10 concurrent requests to Amazon Bedrock hit a 3 RPM rate limit on the primary model, yet all 10 completed — the LLM gateway automatically diverted the remaining 7 to a secondary model without a single application retry. That’s the difference between a brittle prototype and a production inference pipeline.
AWS engineers Marcos Ortiz, Khubyar Behramsha, and Sushovan Basak just published a detailed walkthrough of five resilience patterns for LLM inference, moving from native Bedrock features to a full gateway architecture. Each pattern addresses a specific failure mode: regional outages, quota exhaustion, noisy neighbors, and provider-level throttling.
Cross-Region Inference Multiplies Throughput Without Code Changes
Amazon Bedrock’s cross-Region inference (CRIS) profiles automatically route requests to the optimal AWS Region based on real-time availability, latency, and demand. In one demo, 10 requests sent to a CRIS profile were distributed across three Regions: 70% to us-east-2, 20% to us-west-2, and 10% to us-east-1. No manual traffic management, no custom retry logic.
CRIS profiles stay within a geographic boundary (US or EU), satisfying data residency rules while increasing aggregate throughput beyond any single-Region quota. For latency-tolerant workloads, global profiles can route across multiple commercial Regions, further boosting capacity.
Account Sharding Creates Fault Isolation Boundaries
When one team’s traffic spike should not tank another team’s inference, AWS recommends sharding across multiple accounts. Each account gets independent Bedrock quotas and its own CRIS profile. In the demo, two accounts independently distributed requests across three Regions, with one account sending 70% to us-east-2 and 30% to us-west-2, while the other split 20%/30%/50% across three Regions. A failure in account A does not touch account B.
This pattern is particularly useful for multi-tenant SaaS platforms where strict workload isolation is non-negotiable.
Model Fallback with LiteLLM: 10 Requests, 100% Success Despite Rate Limits
The gateway layer is where resilience gets surgical. Using LiteLLM (the open-source proxy AWS also containerizes in their Multi-Provider Generative AI Gateway), the team defined a primary model capped at 3 RPM and a fallback with 25 RPM. When 10 requests hit the gateway, the first 3 went to the primary. The instant the primary refused, LiteLLM silently routed the remaining 7 to the fallback. Result: 100% completion, 0 application changes.
This pattern also supports cost-aware fallback — throttle expensive models and spill over to cheaper alternatives.
Load Balancing and Multi-Tenant Quota Isolation Prevent Noisy Neighbors
Load balancing across multiple model instances with a shuffle strategy lets you A/B test new models or distribute load. In the demo, two primary models handled 3 requests each before hitting limits; the remaining 4 fell back to a third model, again achieving 100% success.

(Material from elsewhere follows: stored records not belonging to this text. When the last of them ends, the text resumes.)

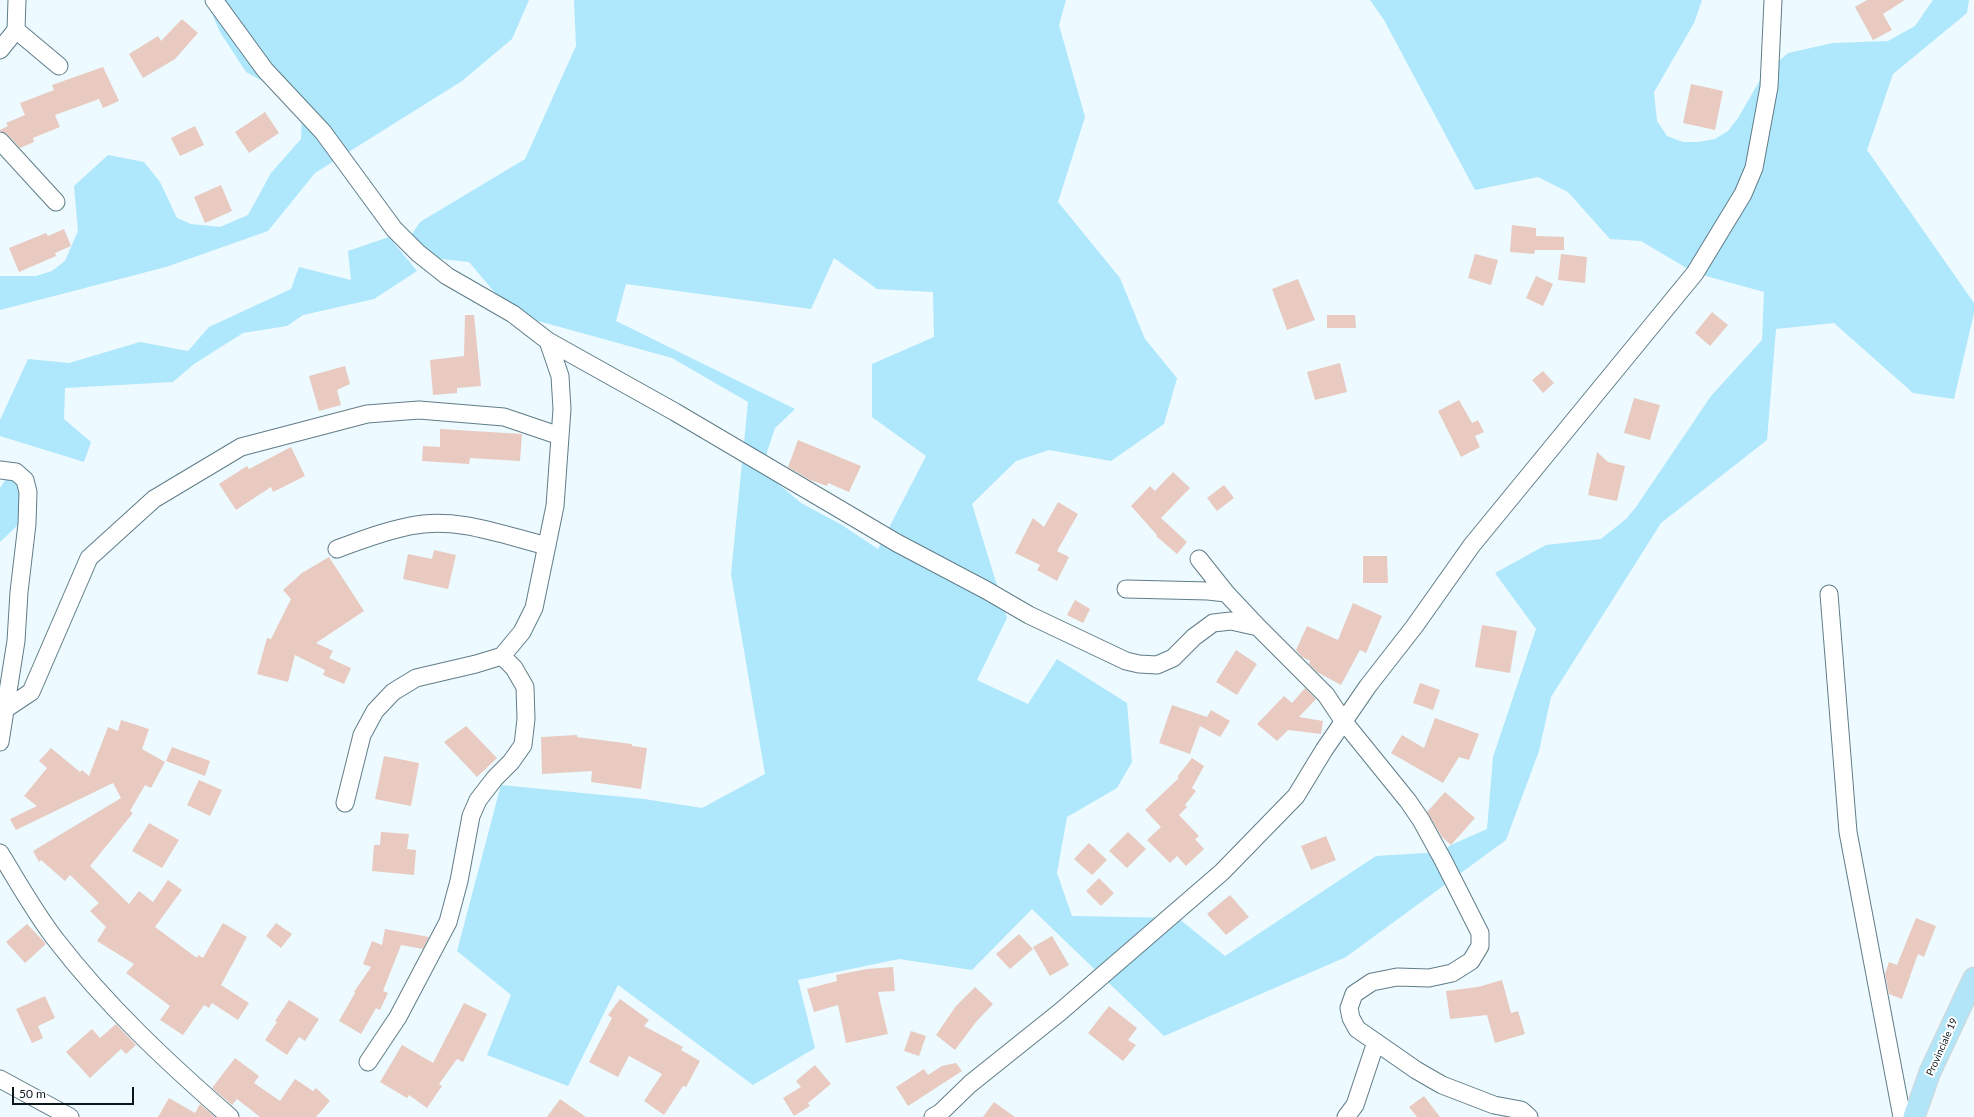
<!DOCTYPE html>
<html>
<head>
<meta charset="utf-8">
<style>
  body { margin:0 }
  #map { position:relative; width:1974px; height:1117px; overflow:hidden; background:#edfaff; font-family:Lato,sans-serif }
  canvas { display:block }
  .scale { position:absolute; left:12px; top:1087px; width:122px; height:18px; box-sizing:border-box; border:2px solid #0c171b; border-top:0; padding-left:5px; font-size:12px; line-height:14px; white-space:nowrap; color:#0c171b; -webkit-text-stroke:3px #fff; paint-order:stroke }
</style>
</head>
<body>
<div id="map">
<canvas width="1974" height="1117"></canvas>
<div class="scale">50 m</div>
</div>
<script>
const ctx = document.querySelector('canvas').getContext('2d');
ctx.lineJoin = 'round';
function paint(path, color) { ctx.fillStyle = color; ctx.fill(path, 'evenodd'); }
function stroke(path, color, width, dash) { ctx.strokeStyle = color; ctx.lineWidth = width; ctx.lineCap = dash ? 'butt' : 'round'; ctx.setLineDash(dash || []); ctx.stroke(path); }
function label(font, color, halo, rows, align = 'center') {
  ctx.font = font + ' Lato,sans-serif'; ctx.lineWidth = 4; ctx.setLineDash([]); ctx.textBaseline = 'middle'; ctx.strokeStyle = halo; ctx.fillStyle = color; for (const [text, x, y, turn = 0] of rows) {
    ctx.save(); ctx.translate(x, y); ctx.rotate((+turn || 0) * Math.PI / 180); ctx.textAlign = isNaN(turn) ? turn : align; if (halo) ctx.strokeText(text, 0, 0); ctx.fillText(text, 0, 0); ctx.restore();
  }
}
paint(new Path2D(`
  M206 0H529L512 39 462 81 315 173 268 231 166 267 0 310V276H36L52 271 65 261 78 231 74 186 108 155 144 162 160 182 177 218 191 224 220 227 248 215 271 173 301 139 302 110 290 96 246 72 220 32Z
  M574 0H1066L1059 25 1085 117 1058 202 1120 278 1145 339 1177 378 1164 424 1111 461 1049 450 1016 461 972 504 1007 618 977 680 1028 704 1057 659 1127 703 1132 762 1117 788 1067 817 1057 873 1072 916 1178 918 1225 956 1376 856 1442 852 1451 845 1487 829 1493 757 1536 629 1495 573 1546 545 1601 539 1626 519 1636 507 1711 396 1762 340 1764 292 1695 273 1641 241 1610 239 1568 192 1538 177 1475 190 1384 20 1370 0H1702L1694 23 1654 92 1657 121 1667 136 1683 142H1699L1715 139 1728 131 1738 118 1763 75 1788 53 1833 43 1888 41 1915 26 1933 0H1969L1967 13 1893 74 1867 150 1974 303V313L1954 399 1913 393 1834 323 1776 329 1767 440 1661 523 1551 697 1539 751 1506 840 1346 957 1164 1036 1032 909 972 970 899 959 798 980 815 1048 753 1085 618 985 568 1086 487 1055 511 995 457 951 501 785 644 799 702 808 765 774 731 574 748 402 672 358 513 314 469 262 441 259 421 247 410 237 420 222 525 159 576 46ZM834 258 877 289 933 292 934 337 872 364V417L926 456 878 549 842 525 801 503 767 474V452L775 428 795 409 616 321 626 284 811 309Z
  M389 237 417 271 374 299 303 315 287 326 243 333 194 364 173 382 65 388 64 419 91 442 84 462 0 436V420L28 359 69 363 140 342 188 351 209 327 291 289 299 267 351 280 348 251Z
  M6 479 24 485 21 522 0 542V488Z`), '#afe7fd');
paint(new Path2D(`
  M1867 0H1905L1883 14 1892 30 1873 40 1855 7Z
  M182 19 198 33 175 59 143 78 129 54 158 36 161 41Z
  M103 67 119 101 103 108 99 99 55 115 60 127 33 138 34 142 20 148 7 134 0 131V130L8 126 6 123 25 115 20 103 54 90 52 85Z
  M1691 84 1723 91 1715 130 1683 123Z
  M265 112 279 133 249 153 235 132Z
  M195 126 204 145 180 156 171 138Z
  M221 185 232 211 205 223 194 197Z
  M1512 225 1536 228V236L1564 237V250H1535L1534 254 1510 252Z
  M64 229 71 246 55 253 56 256 19 272 9 248 46 233 48 236Z
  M1475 254 1498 260 1491 285 1468 278Z
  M1561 254 1587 257 1585 283 1558 280Z
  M1536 276 1553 284 1543 306 1526 298Z
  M1298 279 1315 320 1287 330 1272 289Z
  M1712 312 1728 325 1710 346 1695 333Z
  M465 315H474L481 386 457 388V393L433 395 430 360 464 356Z
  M1327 315H1355L1356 328H1327Z
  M1340 363 1347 392 1315 400 1307 372Z
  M345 366 350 384 337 390 341 405 319 411 309 376Z
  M1543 371 1554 383 1543 393 1532 380Z
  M1634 398 1660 405 1650 440 1624 433Z
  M1459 400 1472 423 1478 420 1484 432 1475 436 1480 447 1461 457 1438 411Z
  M440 429 522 434 520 461 470 458 469 464 422 461 423 446 440 447Z
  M798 440 861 466 849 492 828 483 827 486 810 480 788 467Z
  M291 447 305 476 273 492 271 487 236 510 219 484 247 466 249 469Z
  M1597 452 1608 462 1625 466 1617 501 1588 495Z
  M1173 472 1190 488 1161 518 1187 542 1177 554 1156 536 1157 535 1131 506 1150 486 1155 491Z
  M1224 485 1234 498 1217 511 1207 498Z
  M1058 502 1078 514 1057 551 1069 557 1057 581 1037 570 1040 565 1015 553 1033 518 1044 527Z
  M434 550 456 555 448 589 403 579 408 554 432 559Z
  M1363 556H1387L1388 583H1363Z
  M329 557 364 611 316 643 333 651 329 658 351 668 344 684 323 675 325 670 295 655 288 682 257 674 267 638 271 639 291 599 283 590 302 573Z
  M1075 600 1090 609 1083 623 1067 615Z
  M1353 603 1382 616 1366 653 1360 650 1341 685 1317 672 1309 664 1310 661 1302 657 1296 650 1307 626 1338 640Z
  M1482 625 1517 631 1510 673 1475 667Z
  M1236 650 1257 664 1237 695 1216 682Z
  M1420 683 1440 690 1433 710 1413 703Z
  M1305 688 1316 699 1299 717 1323 721 1321 734 1288 730 1277 741 1257 724 1284 696 1292 703Z
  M1172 705 1207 717 1211 710 1230 721 1220 737 1200 726 1190 754 1159 743Z
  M1435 718 1479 734 1469 760 1459 757 1443 783 1391 753 1402 735 1424 748Z
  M121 720 149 729 142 749 165 762 151 788 145 785 130 811 133 813 90 866 129 904 139 891 153 902 168 880 182 890 155 927 197 958 198 955 203 958 223 923 247 937 221 985 249 1003 238 1020 212 1003 209 1008 204 1005 183 1035 160 1020 170 1006 126 973 134 964 97 941 106 927 90 911 99 903 70 875 65 881 41 860 39 862 33 851 121 798 113 783 16 830 10 819 37 806 24 796 47 768 39 761 51 748 80 772 82 770 89 776 108 727 118 731Z
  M466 726 497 758 477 777 444 742Z
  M577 735V737L632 744V746L647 748 641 789 591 782 592 771 542 774 541 737Z
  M172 747 210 761 205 776 166 761Z
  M384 756 419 763 411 806 375 799Z
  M1192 758 1204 766 1192 788 1196 791 1185 805 1187 807 1179 815 1199 836 1195 839 1204 849 1186 866 1177 856 1170 863 1147 840 1161 827 1145 810 1179 778 1177 777Z
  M199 780 222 790 210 816 187 805Z
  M1445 792 1475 818 1451 845 1442 837 1427 812Z
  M149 823 179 840 162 868 132 851Z
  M381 832 409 834 407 849 416 850 414 875 372 871 374 845H380Z
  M1128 832 1146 849 1127 868 1109 851Z
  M1326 836 1336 860 1311 870 1301 846Z
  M1089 843 1107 860 1092 875 1074 859Z
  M1099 878 1114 893 1101 906 1086 891Z
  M1230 895 1249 917 1226 935 1207 914Z
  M1916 918 1936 926 1924 957 1918 954 1902 999 1889 994 1885 974 1889 962 1897 965Z
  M276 923 292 934 281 948 266 936Z
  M27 924 46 944 25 963 6 942Z
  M385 929 429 937 423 949 401 945 383 991 388 993 380 1010 376 1008 361 1034 339 1021 355 993 354 992 371 967 363 964 372 941 382 945Z
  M1019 934 1033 949 1010 969 996 954Z
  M1052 936 1069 965 1050 976 1033 947Z
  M893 967 895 991 878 992 888 1034 846 1043 838 1005 814 1012 807 989 837 981 836 975 867 969Z
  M1502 980 1511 1013 1518 1011 1525 1034 1495 1043 1487 1015 1450 1019 1446 991 1478 987Z
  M975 987 993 1004 976 1022 955 1050 936 1035 956 1006Z
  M45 996 55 1018 38 1026 43 1038 32 1043 16 1009Z
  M620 999 649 1020 644 1026 683 1047 681 1050 700 1061 686 1087 683 1086 664 1115 644 1101 662 1074 629 1056 618 1077 589 1062 612 1018 608 1015Z
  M289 1000 319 1019 305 1041 299 1037 287 1055 265 1040 277 1022 275 1021Z
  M464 1003 487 1014 463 1062 457 1059 439 1084 442 1086 427 1108 409 1095 407 1098 380 1082 402 1045 433 1063Z
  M1109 1006 1137 1028 1128 1040 1136 1045 1123 1061 1088 1033Z
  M116 1024 136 1045 126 1054 121 1049 90 1078 66 1052 92 1029 100 1038Z
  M911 1031 926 1036 919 1056 904 1051Z
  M235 1058 259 1076 254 1083 280 1101 295 1079 313 1091 316 1088 330 1101 316 1117H260L237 1099 232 1105 212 1088Z
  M956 1063 962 1071 908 1106 896 1087 924 1069 928 1075 942 1066Z
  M815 1065 831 1084 808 1103 810 1106 794 1116 783 1098 801 1087 796 1081Z
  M1424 1096 1440 1117H1417L1409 1107Z
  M169 1098 195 1113 200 1104 215 1117H158Z
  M560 1099 586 1117H547Z
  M994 1102 1015 1117H983Z`), '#e8cac0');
const minor = new Path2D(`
  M214 0 265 70 323 132 394 229 418 253 447 276 513 314 548 341 675 412 897 543 986 590 1029 615 1126 661 1139 664 1157 665 1173 658 1194 637 1213 623 1231 621 1258 627 1326 695 1344 722 1408 801 1421 820 1443 860 1480 933V946L1471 961 1452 973 1429 978 1397 977 1372 982 1354 994 1349 1008 1351 1018 1357 1029 1416 1070 1442 1085 1494 1105 1521 1110 1529 1117
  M16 30 59 66
  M0 50 16 30 17 0
  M0 141 56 202
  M0 470 16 472 25 480 28 492 27 524 19 592 16 641 0 742
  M337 549C361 540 385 531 410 526 456 516 503 535 547 546
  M1199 559 1226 593
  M1126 589 1208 591 1226 593 1258 627
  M1829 594 1848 832 1902 1117
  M4 710 31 692 89 558 154 499 241 447 367 414 419 410 504 417 560 436
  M345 803 362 735 375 711 393 692 416 678 476 664 502 656 522 632 534 608 555 506 562 409 560 376 548 341
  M0 853C18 882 35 913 56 940 106 1005 168 1063 230 1117
  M368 1062 398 1017 448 922 459 881 471 816 478 800 495 778 511 762 523 745 526 719 525 687 514 668 502 656
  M0 1079 70 1117
  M933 1117 940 1113 970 1084 1060 1012 1222 872 1296 796 1324 750 1368 686 1414 627 1472 545 1695 273 1743 194 1754 168 1769 87 1773 0
  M1346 1117 1355 1105 1376 1042`);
const major = new Path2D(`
  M1914 1117 1930 1072 1974 978`);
stroke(minor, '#607d88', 19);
stroke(major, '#d3d5d6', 23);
stroke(minor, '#fff', 17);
stroke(major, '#b2e5f8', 21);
label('10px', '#0c171b', '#fff', [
  ["Provinciale 19",1942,1047,-66]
]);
</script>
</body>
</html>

Multi-tenant quota isolation ensures one consumer’s burst does not degrade others. The team configured Consumer A at 3 RPM and Consumers B and C at 10 RPM each. When all three sent 5 concurrent requests, Consumer A saw only a 60% success rate (3 succeeded, 2 rate-limited), while B and C achieved 100%. The gateway enforces independent rate-limit buckets per tenant — fair allocation by design.
Making These Patterns Operational at Scale
Each pattern builds on the previous one: start with CRIS for zero-effort throughput gains, add account sharding for isolation, then introduce a gateway for fallback, load balancing, and per-consumer quotas. For production, the AWS Solution for Multi-Provider Generative AI Gateway containerizes LiteLLM on Amazon ECS or EKS with automatic scaling, AWS WAF, secrets management, and CloudWatch observability — turning these five patterns into a deployable architecture.